By Eugene LaFlamme , Brian Benoit

When a defense team pulls up to a loss, often there is one question on the agenda: “Did we do it?” We often write until our fingers bleed about how to scrutinize the issue of fault and the requirements to prove such. At the same time, we also know that no matter how confident parties are in their innocence, they can still be sued, and fault ultimately may be determined by a jury or other fact-finder. While liability issues are always at a case’s forefront, the issue of damages should never fall by the wayside. 

Property damage claims generally fall into one of two categories: real and personal. From the defense perspective, both categories should be investigated with equal vigor. With some limited exceptions, most jurisdictions follow the general rule that the measure of damages for property claims is the cost to repair or replace the property, the property’s diminished fair market value, or some combination of the two measures. 

When defending against a property damage claim, one must first assess whether the damages are consistent with the jurisdiction’s legal standards. For example, a plaintiff may attempt to claim replacement cost damages. If a plaintiff asserts a replacement cost claim, then they are attempting to obtain the value of a new piece of property in exchange for old, damaged property. This situation creates a windfall for the plaintiff as it typically does not accurately represent the value of the damaged property at the time of the loss. 

Even if a plaintiff’s method of calculation is consistent with the law, the figures utilized in the calculation may be inflated. A plaintiff may do this in many ways, the most prevalent of which include:

  • Assigning a high pre-loss market value to the damaged property.
  • Utilizing a lower depreciation percentage.
  • Claiming the property is unique or rare.
  • Offering an inflated cost of repair.

It is no surprise that plaintiffs want to maximize their recoveries. Likewise, defendants have an equally strong motive to take advantage of the procedures available to reduce their damage exposures. This process often results in the plaintiff offering a higher damage figure, followed by the defendant offering a lower one. The jury then is left to decide which figure to award, if any, and may even chose a figure somewhere in between.
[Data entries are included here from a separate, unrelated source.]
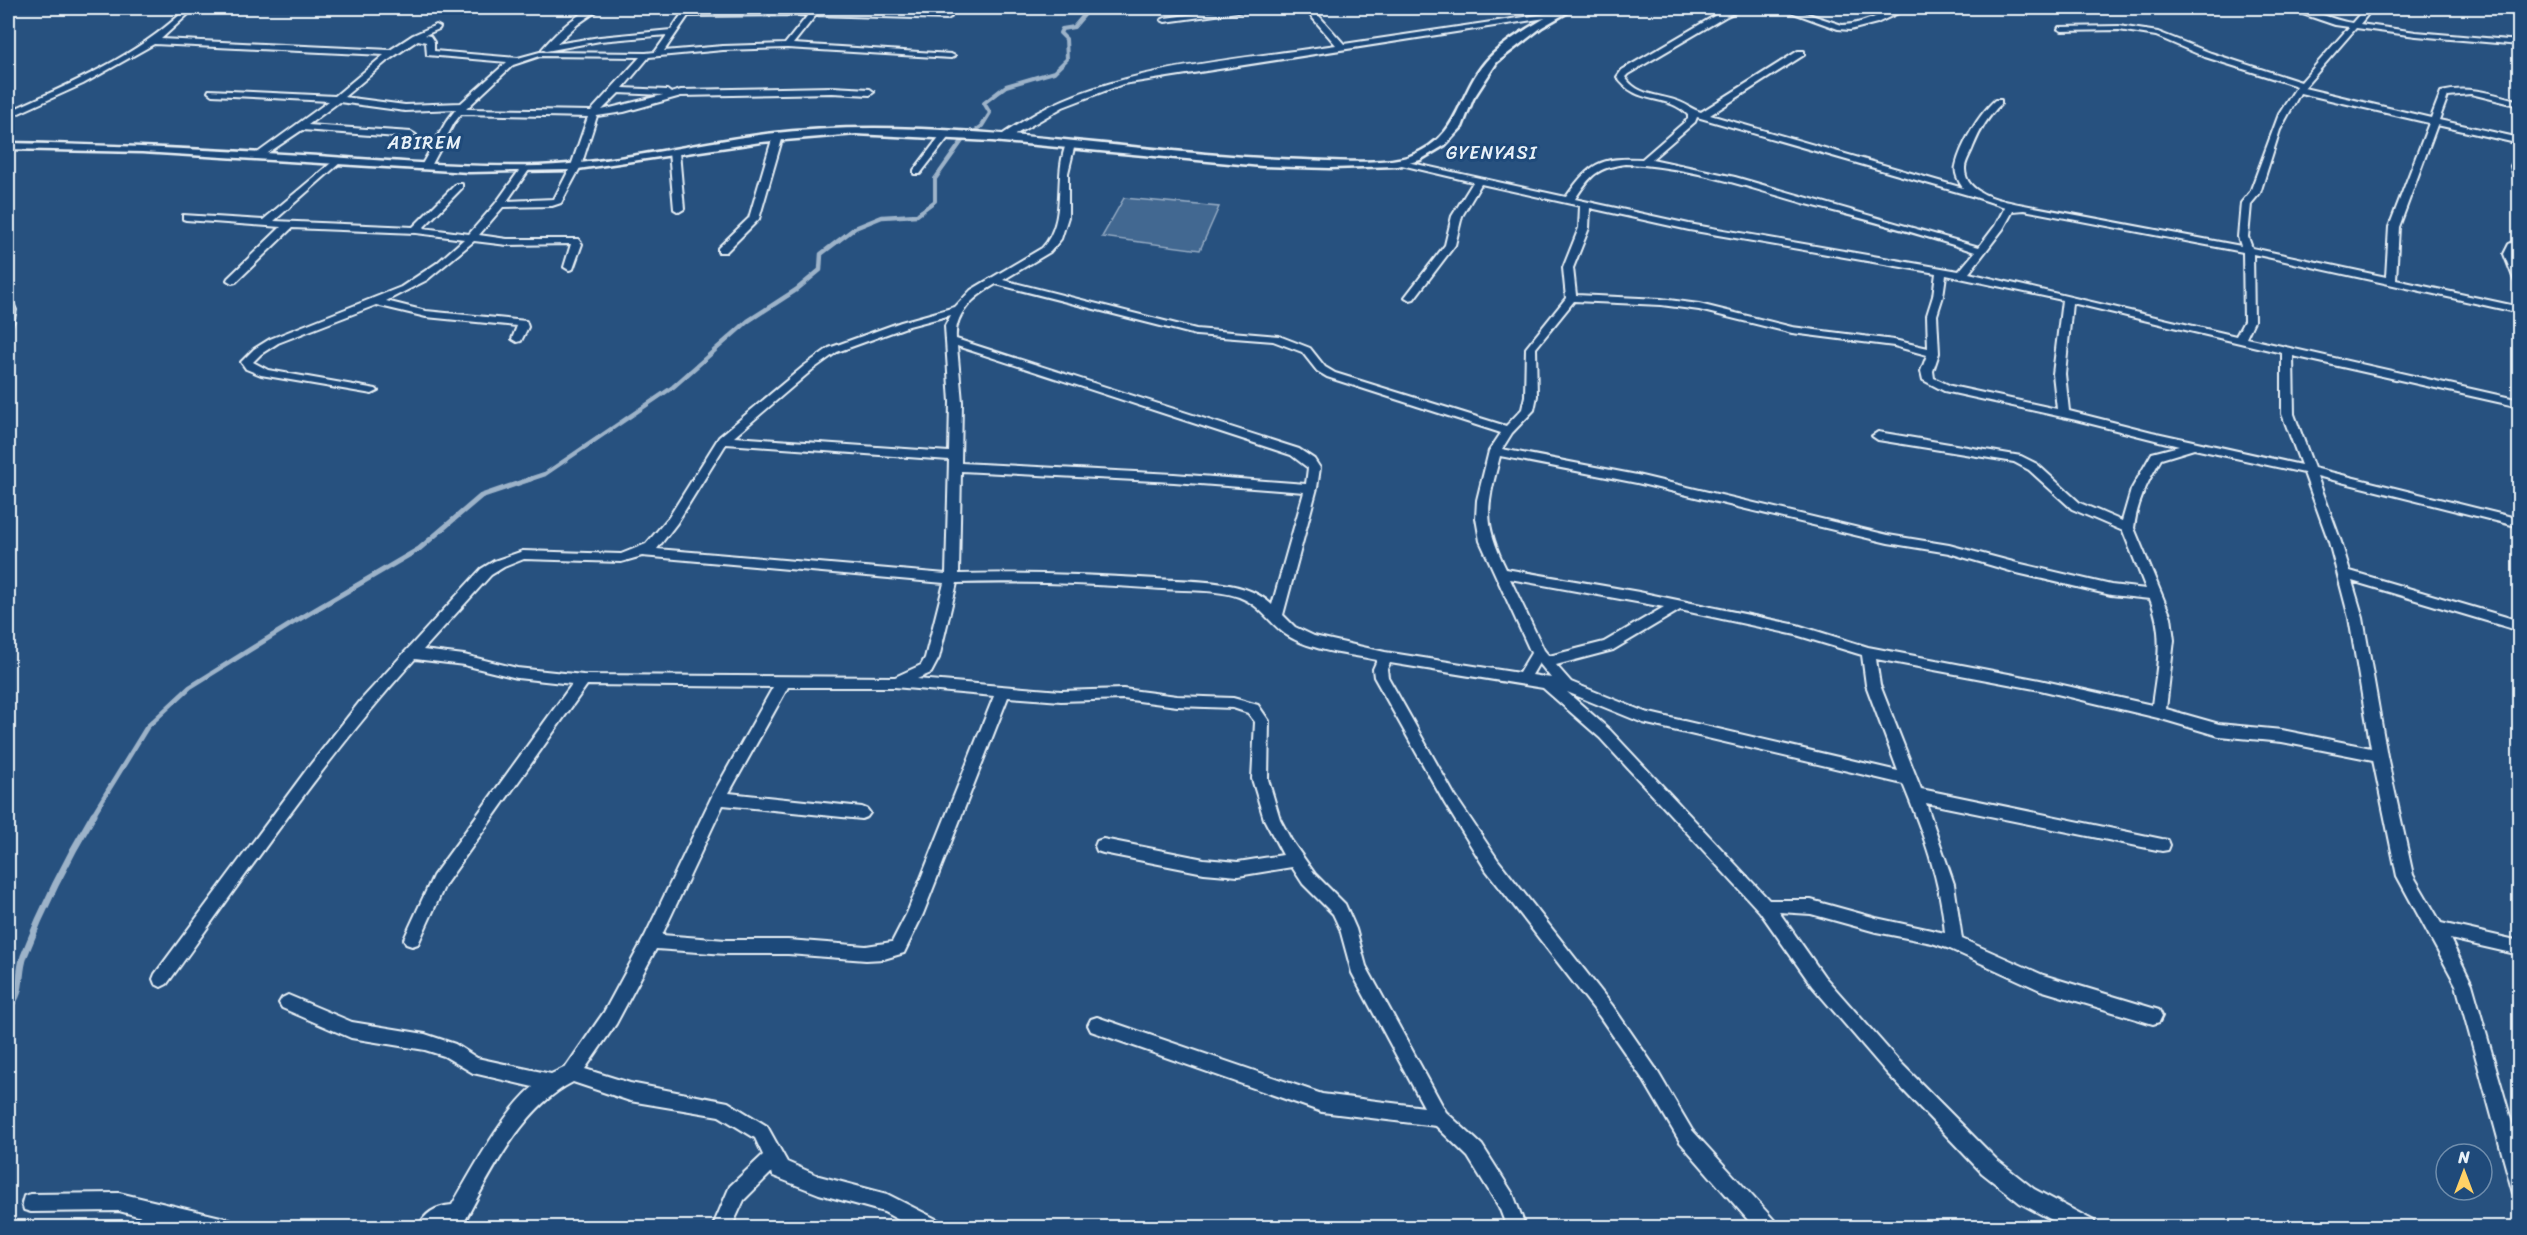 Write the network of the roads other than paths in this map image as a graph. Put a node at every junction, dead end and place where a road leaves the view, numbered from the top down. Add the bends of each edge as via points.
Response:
1 (191, 8) edge
2 (597, 8) edge
3 (1252, 8) edge
4 (1308, 8) edge
5 (1570, 8) edge
6 (1700, 8) edge
7 (1740, 8) edge
8 (1784, 8) edge
9 (1905, 8) edge
10 (2294, 8) edge
11 (2369, 8) edge
12 (802, 10) edge
13 (688, 11) edge
14 (813, 13) junction
15 (1558, 14) junction
16 (1722, 15) junction
17 (947, 17) dead end
18 (1165, 20) dead end
19 (2356, 26) junction
20 (436, 27) dead end
21 (2062, 29) dead end
22 (672, 32) junction
23 (416, 37) junction
24 (152, 41) junction
25 (2520, 44) edge
26 (787, 46) junction
27 (1341, 46) junction
28 (543, 51) junction
29 (391, 53) junction
30 (1800, 53) dead end
31 (646, 55) junction
32 (657, 55) junction
33 (951, 56) dead end
34 (516, 60) junction
35 (2300, 87) junction
36 (617, 90) junction
37 (212, 92) dead end
38 (870, 92) dead end
39 (681, 93) junction
40 (337, 99) junction
41 (1998, 102) dead end
42 (2520, 104) edge
43 (461, 108) junction
44 (1691, 112) junction
45 (593, 114) junction
46 (8, 115) edge
47 (1703, 115) junction
48 (2435, 119) junction
49 (298, 127) junction
50 (946, 134) junction
51 (411, 135) dead end
52 (778, 136) junction
53 (1003, 138) junction
54 (2520, 141) edge
55 (1070, 144) junction
56 (8, 146) edge
57 (674, 152) junction
58 (259, 156) junction
59 (2520, 158) edge
60 (337, 161) junction
61 (1398, 162) junction
62 (1645, 162) junction
63 (426, 166) junction
64 (576, 166) junction
65 (524, 170) junction
66 (917, 172) dead end
67 (1479, 180) junction
68 (2520, 181) edge
69 (459, 186) dead end
70 (1975, 194) junction
71 (1570, 199) junction
72 (1584, 203) junction
73 (502, 204) junction
74 (2017, 207) junction
75 (679, 209) dead end
76 (186, 217) dead end
77 (266, 223) junction
78 (289, 225) junction
79 (416, 230) junction
80 (473, 237) junction
81 (2520, 242) edge
82 (722, 250) dead end
83 (2248, 250) junction
84 (1980, 251) junction
85 (569, 267) dead end
86 (1941, 272) junction
87 (1962, 275) junction
88 (232, 280) dead end
89 (993, 280) junction
90 (2391, 280) junction
91 (2520, 282) edge
92 (1410, 297) dead end
93 (1571, 298) junction
94 (2067, 299) junction
95 (376, 302) junction
96 (8, 303) edge
97 (959, 309) junction
98 (2520, 310) edge
99 (8, 323) edge
100 (517, 339) dead end
101 (2240, 339) junction
102 (950, 340) junction
103 (2287, 351) junction
104 (1933, 353) junction
105 (372, 391) dead end
106 (2520, 404) edge
107 (2063, 414) junction
108 (1508, 431) junction
109 (2138, 434) junction
110 (1878, 436) dead end
111 (723, 440) junction
112 (2194, 445) junction
113 (1495, 451) junction
114 (2156, 456) junction
115 (954, 461) junction
116 (2309, 470) junction
117 (1311, 488) junction
118 (2520, 523) edge
119 (2128, 528) junction
120 (642, 552) junction
121 (1500, 573) junction
122 (2344, 574) junction
123 (952, 579) junction
124 (2156, 595) junction
125 (1678, 605) junction
126 (1276, 616) junction
127 (2520, 626) edge
128 (1868, 652) junction
129 (412, 654) junction
130 (1385, 657) junction
131 (1542, 658) junction
132 (1523, 678) junction
133 (583, 680) junction
134 (783, 682) junction
135 (894, 682) junction
136 (1547, 683) junction
137 (1566, 686) junction
138 (1003, 691) junction
139 (2158, 712) junction
140 (2380, 756) junction
141 (1907, 779) junction
142 (1913, 795) junction
143 (718, 798) junction
144 (862, 813) dead end
145 (2162, 845) dead end
146 (1103, 846) dead end
147 (1294, 860) junction
148 (1766, 907) junction
149 (2436, 928) junction
150 (412, 939) dead end
151 (651, 941) junction
152 (1954, 943) junction
153 (2520, 948) edge
154 (161, 979) dead end
155 (288, 1003) dead end
156 (2153, 1016) dead end
157 (1097, 1025) dead end
158 (572, 1073) junction
159 (552, 1083) junction
160 (1440, 1118) junction
161 (774, 1157) junction
162 (2520, 1186) edge
163 (31, 1203) dead end
164 (454, 1221) edge
165 (225, 1227) edge
166 (427, 1227) edge
167 (721, 1227) edge
168 (933, 1227) edge
169 (1517, 1227) edge
170 (1768, 1227) edge
171 (2087, 1227) edge

1 - 24 street
2 - 28 street
3 - 18 street
4 - 27 street
5 - 15 street
6 - 16 street
7 - 16 street
8 - 9 street via 1850,28 1869,25
10 - 19 street
11 - 19 street
12 - 13 street
12 - 14 street
13 - 22 street
14 - 17 street
14 - 26 street
15 - 27 street
15 - 61 street via 1493,60 1468,99 1457,127 1441,143 1416,158
16 - 44 street via 1621,77 1635,91
19 - 25 street
19 - 35 street
20 - 23 street
21 - 35 street via 2119,28 2158,34 2208,56
22 - 28 street via 600,39
22 - 32 street
23 - 29 street
23 - 34 street via 430,42 430,53
24 - 29 street
24 - 46 street
26 - 32 street
26 - 33 street
27 - 53 street via 1121,82 1060,105
28 - 31 street
28 - 34 street
29 - 40 street
30 - 47 street
31 - 32 street
31 - 36 street
34 - 43 street
35 - 48 street
35 - 83 street via 2285,110 2254,193 2246,203 2243,237
36 - 39 street
36 - 45 street
37 - 40 street
38 - 39 street
39 - 45 street
40 - 43 street via 405,108
40 - 49 street
41 - 70 street via 1990,108 1960,167 1965,187
42 - 48 street via 2452,91 2444,94
43 - 45 street
43 - 63 street
44 - 47 street
44 - 62 street via 1692,120
45 - 64 street
47 - 70 street
48 - 54 street
48 - 90 street via 2394,227
49 - 51 street
49 - 58 street
50 - 52 street via 852,131
50 - 53 street
50 - 66 street
52 - 57 street
52 - 82 street via 754,219
53 - 55 street
55 - 61 street via 1258,160
55 - 89 street via 1063,173 1063,217 1056,239 1046,250
56 - 58 street
57 - 64 street
57 - 75 street
58 - 60 street
59 - 68 street via 2516,166
60 - 63 street
60 - 77 street
61 - 67 street
62 - 71 street via 1621,161 1594,168
62 - 84 street via 1673,165 1764,189
63 - 65 street
64 - 65 street
64 - 73 street via 556,202
65 - 73 street
67 - 71 street
67 - 92 street via 1457,216 1450,244
69 - 79 street
70 - 74 street
71 - 72 street
72 - 86 street via 1701,229
72 - 93 street via 1584,228 1568,268
73 - 80 street
74 - 83 street
74 - 84 street via 2009,208 2000,227
76 - 77 street
77 - 78 street
78 - 79 street
78 - 88 street
79 - 80 street
80 - 85 street via 507,242 576,241
80 - 95 street via 428,274
81 - 91 street via 2509,254
83 - 90 street
83 - 101 street via 2249,321
84 - 87 street
86 - 87 street
86 - 104 street via 1932,315
87 - 94 street
89 - 97 street
89 - 108 street via 1196,332 1275,338 1306,350 1321,369 1332,375
90 - 98 street
93 - 104 street via 1699,307 1792,330 1894,343
93 - 108 street via 1531,348 1528,410
94 - 101 street
94 - 107 street via 2059,374
95 - 100 street via 426,314 522,323
95 - 105 street via 277,339 251,355 247,362 265,373
96 - 99 street
97 - 102 street via 950,326
97 - 111 street via 833,350
101 - 103 street
102 - 115 street via 956,402
102 - 117 street via 1295,452 1314,468
103 - 106 street
103 - 116 street via 2288,414
104 - 107 street via 1927,371 1929,380 1948,389
107 - 109 street
108 - 113 street
109 - 112 street
109 - 114 street
110 - 119 street via 2017,459 2033,467 2076,506
111 - 115 street
111 - 120 street via 674,520
112 - 114 street
112 - 116 street
113 - 121 street via 1482,518 1486,541
113 - 124 street via 1665,485 1888,539 1949,549 2111,590
114 - 119 street via 2138,487
115 - 117 street
115 - 123 street
116 - 118 street
116 - 122 street
117 - 126 street
119 - 124 street
120 - 123 street
120 - 129 street via 621,558 538,554 510,559 486,572
121 - 125 street
121 - 131 street
122 - 127 street
122 - 140 street
123 - 126 street via 1079,579 1216,588 1242,593
123 - 135 street via 926,669
124 - 139 street via 2167,640
125 - 128 street via 1797,630
125 - 131 street via 1608,646
126 - 130 street via 1290,630 1311,640
128 - 139 street
128 - 141 street via 1873,685
129 - 133 street via 464,660 517,673
129 - 154 street via 366,704 312,773
130 - 132 street
130 - 170 street via 1381,677 1492,866 1606,1011 1686,1136
131 - 132 street
131 - 137 street
132 - 136 street
133 - 134 street
133 - 150 street via 439,881
134 - 135 street
134 - 143 street
135 - 138 street
136 - 137 street
136 - 148 street via 1605,735
137 - 141 street via 1643,717
138 - 147 street via 1061,696 1123,694 1233,703 1253,709 1262,721 1260,779 1272,819
138 - 151 street via 915,914 897,948 866,953
139 - 140 street via 2219,730 2293,738
140 - 149 street via 2405,876
141 - 142 street
142 - 145 street
142 - 152 street via 1944,879
143 - 144 street
143 - 151 street
146 - 147 street via 1238,869
147 - 160 street via 1339,909 1358,968
148 - 152 street via 1811,907
148 - 171 street via 1833,998 1892,1066 1989,1166 2027,1197
149 - 153 street
149 - 162 street via 2464,984
151 - 158 street via 610,1018
152 - 156 street via 2040,982
155 - 159 street via 351,1030 425,1042 449,1050 473,1065
157 - 160 street via 1322,1103
158 - 159 street
158 - 161 street via 630,1092 722,1108 762,1132
159 - 164 street via 534,1098 512,1127
160 - 169 street via 1475,1151
161 - 167 street via 737,1193
161 - 168 street via 780,1169 819,1185 887,1203
163 - 165 street via 120,1202
164 - 166 street via 443,1214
Given the above process and motives, it is critical that defendants assess damages early. This is true especially if the property is to be demolished or destroyed because of fire, water loss, or structural collapse, for instance. To make an early assessment, investigators should document and inspect the damaged property to determine if it can be repaired. An estimate of repair or replacement should be prepared if the property is repairable. If it is a total loss, the property should be appraised to determine what its value was just prior to the loss. 

First-party claims professionals are charged with the arduous task of answering the phone at any time of day and driving to evaluate damage to a particular structure that was insured under their companies’ policies. These first-party claims professionals know the difference between types of mold spores, whether a pock on a roof was caused by hail, or whether a load-bearing column damaged by fire needs to be removed or repaired. Ultimately, they will be the ones determining whether losses involving a house fire, warehouse explosion, or pipe breach will be the cause of $100,000 in damages—or $1 million. 

When an incident occurs, most insurance companies have a representative on scene within days, if not hours, to assess the damages and initiate measures necessary to remediate the loss. If the loss is going to be subrogated, that claims professional will be called upon to prove that those damages are viable. If the subrogating party has an experienced first-party claims professional on scene, why shouldn’t the parties placed on notice of potential subrogation exposure do so as well?

The subrogating insurer will put claims professionals on the stand who physically inspected the damaged property to testify about what, in their opinion, was required to rebuild or repair the property. Similarly, it would behoove the potential defendants to offer a competing property loss expert who also has seen the property. If the defendant does not have a property expert physically inspect the damages, then that expert may lose credibility with the jury and the subrogating insurer will have a distinct advantage in the damage argument. 

Just as a large loss requires sophisticated experts to examine liability, the damages and scope of the loss should never go unappreciated. While a general property claims professional or appraiser may be fine for many cases, a damage expert with expertise in the specific property should be consulted if a unique or specialized property is at issue. A party placed on notice should know exactly what the measure of damages is in the jurisdiction and have an appropriate damage expert on scene to evaluate the damages at issue in case a claim or suit is filed against that party. The presence and consultation of a damage expert at the outset often is overlooked by potential defendants and should be carefully evaluated and, if warranted, utilized.